(MATERIAL SUPPLIED Opens)

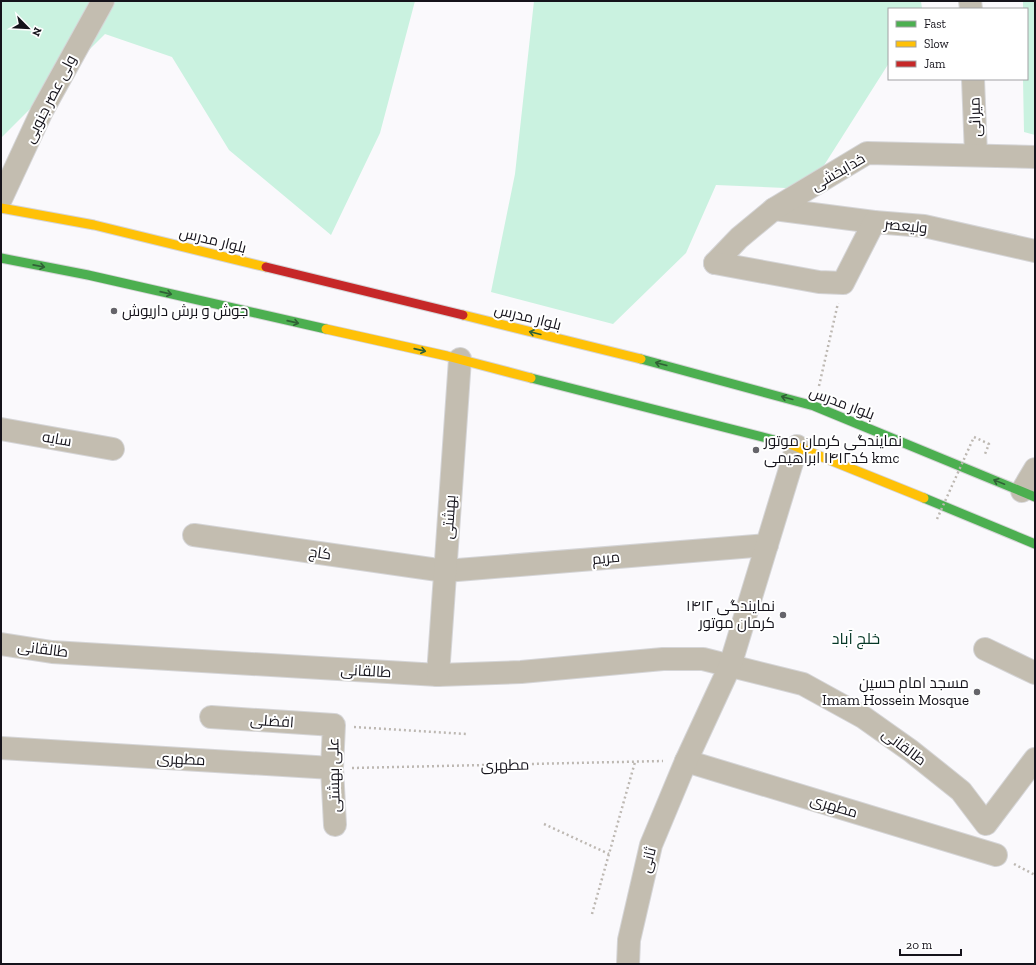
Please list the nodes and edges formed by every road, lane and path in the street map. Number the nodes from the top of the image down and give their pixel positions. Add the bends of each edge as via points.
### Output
1 (103, 1) edge
2 (973, 80) edge
3 (976, 155) junction
4 (1035, 157) edge
5 (1, 199) edge
6 (1, 208) edge
7 (774, 209) junction
8 (874, 222) junction
9 (1035, 251) edge
10 (1, 258) edge
11 (842, 284) junction
12 (460, 360) junction
13 (814, 406) junction
14 (1, 429) edge
15 (989, 444) dead end
16 (797, 446) junction
17 (113, 449) dead end
18 (1035, 469) edge
19 (1029, 494) edge
20 (937, 519) dead end
21 (194, 534) dead end
22 (768, 544) junction
23 (1035, 544) edge
24 (445, 571) junction
25 (1, 644) edge
26 (985, 649) dead end
27 (730, 666) junction
28 (1035, 673) edge
29 (438, 675) junction
30 (211, 717) dead end
31 (334, 725) junction
32 (466, 734) dead end
33 (1, 748) edge
34 (1035, 759) edge
35 (686, 761) junction
36 (635, 762) junction
37 (332, 768) junction
38 (544, 824) dead end
39 (335, 825) dead end
40 (609, 854) junction
41 (996, 855) dead end
42 (592, 914) dead end
43 (628, 964) edge

1 - 5 street, ولی عصر جنوبی via 42,111
2 - 3 street, میرائی
3 - 4 street, خدابخشی
3 - 7 street, خدابخشی via 867,153
13 -> 6 highway, بلوار مدرس via 644,360 101,227
7 - 8 street, ولیعصر
7 - 11 street, خدابخشی via 739,238 715,263
8 - 9 street, ولیعصر via 924,226
8 - 11 street
10 -> 12 highway via 88,275
11 - 13 path
12 - 16 highway
12 - 24 street, بهشتی
19 -> 13 highway, بلوار مدرس
14 - 17 street, سایه
15 - 20 path, bridge via 974,437
16 - 22 street
16 - 23 highway
18 - 19 street
21 - 24 street, کاج
22 - 24 street, مریم
22 - 27 street
24 - 29 street, بهشتی
25 - 29 street, طالقانی via 52,652
26 - 28 street
27 - 29 street, طالقانی via 703,660 663,659 521,672
27 - 34 street, طالقانی via 803,684 863,717 961,791 986,824
27 - 35 street
30 - 31 street, افضلی
31 - 32 path
31 - 37 street, علی بهشتی
33 - 37 street, مطهری
35 - 36 path, مطهری
35 - 41 street, مطهری
35 - 43 street, ثانی via 651,845 629,940
36 - 37 path, مطهری
36 - 40 path
37 - 39 street, علی بهشتی
38 - 40 path
40 - 42 path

(MATERIAL SUPPLIED Closes)

**PROMPT:**
Please repeat every record above exactly, but leave out the pictures.

**SOLUTION TO THIS EXERCISE:**
Please list the nodes and edges formed by every road, lane and path in the street map. Number the nodes from the top of the image down and give their pixel positions. Add the bends of each edge as via points.
### Output
1 (103, 1) edge
2 (973, 80) edge
3 (976, 155) junction
4 (1035, 157) edge
5 (1, 199) edge
6 (1, 208) edge
7 (774, 209) junction
8 (874, 222) junction
9 (1035, 251) edge
10 (1, 258) edge
11 (842, 284) junction
12 (460, 360) junction
13 (814, 406) junction
14 (1, 429) edge
15 (989, 444) dead end
16 (797, 446) junction
17 (113, 449) dead end
18 (1035, 469) edge
19 (1029, 494) edge
20 (937, 519) dead end
21 (194, 534) dead end
22 (768, 544) junction
23 (1035, 544) edge
24 (445, 571) junction
25 (1, 644) edge
26 (985, 649) dead end
27 (730, 666) junction
28 (1035, 673) edge
29 (438, 675) junction
30 (211, 717) dead end
31 (334, 725) junction
32 (466, 734) dead end
33 (1, 748) edge
34 (1035, 759) edge
35 (686, 761) junction
36 (635, 762) junction
37 (332, 768) junction
38 (544, 824) dead end
39 (335, 825) dead end
40 (609, 854) junction
41 (996, 855) dead end
42 (592, 914) dead end
43 (628, 964) edge

1 - 5 street, ولی عصر جنوبی via 42,111
2 - 3 street, میرائی
3 - 4 street, خدابخشی
3 - 7 street, خدابخشی via 867,153
13 -> 6 highway, بلوار مدرس via 644,360 101,227
7 - 8 street, ولیعصر
7 - 11 street, خدابخشی via 739,238 715,263
8 - 9 street, ولیعصر via 924,226
8 - 11 street
10 -> 12 highway via 88,275
11 - 13 path
12 - 16 highway
12 - 24 street, بهشتی
19 -> 13 highway, بلوار مدرس
14 - 17 street, سایه
15 - 20 path, bridge via 974,437
16 - 22 street
16 - 23 highway
18 - 19 street
21 - 24 street, کاج
22 - 24 street, مریم
22 - 27 street
24 - 29 street, بهشتی
25 - 29 street, طالقانی via 52,652
26 - 28 street
27 - 29 street, طالقانی via 703,660 663,659 521,672
27 - 34 street, طالقانی via 803,684 863,717 961,791 986,824
27 - 35 street
30 - 31 street, افضلی
31 - 32 path
31 - 37 street, علی بهشتی
33 - 37 street, مطهری
35 - 36 path, مطهری
35 - 41 street, مطهری
35 - 43 street, ثانی via 651,845 629,940
36 - 37 path, مطهری
36 - 40 path
37 - 39 street, علی بهشتی
38 - 40 path
40 - 42 path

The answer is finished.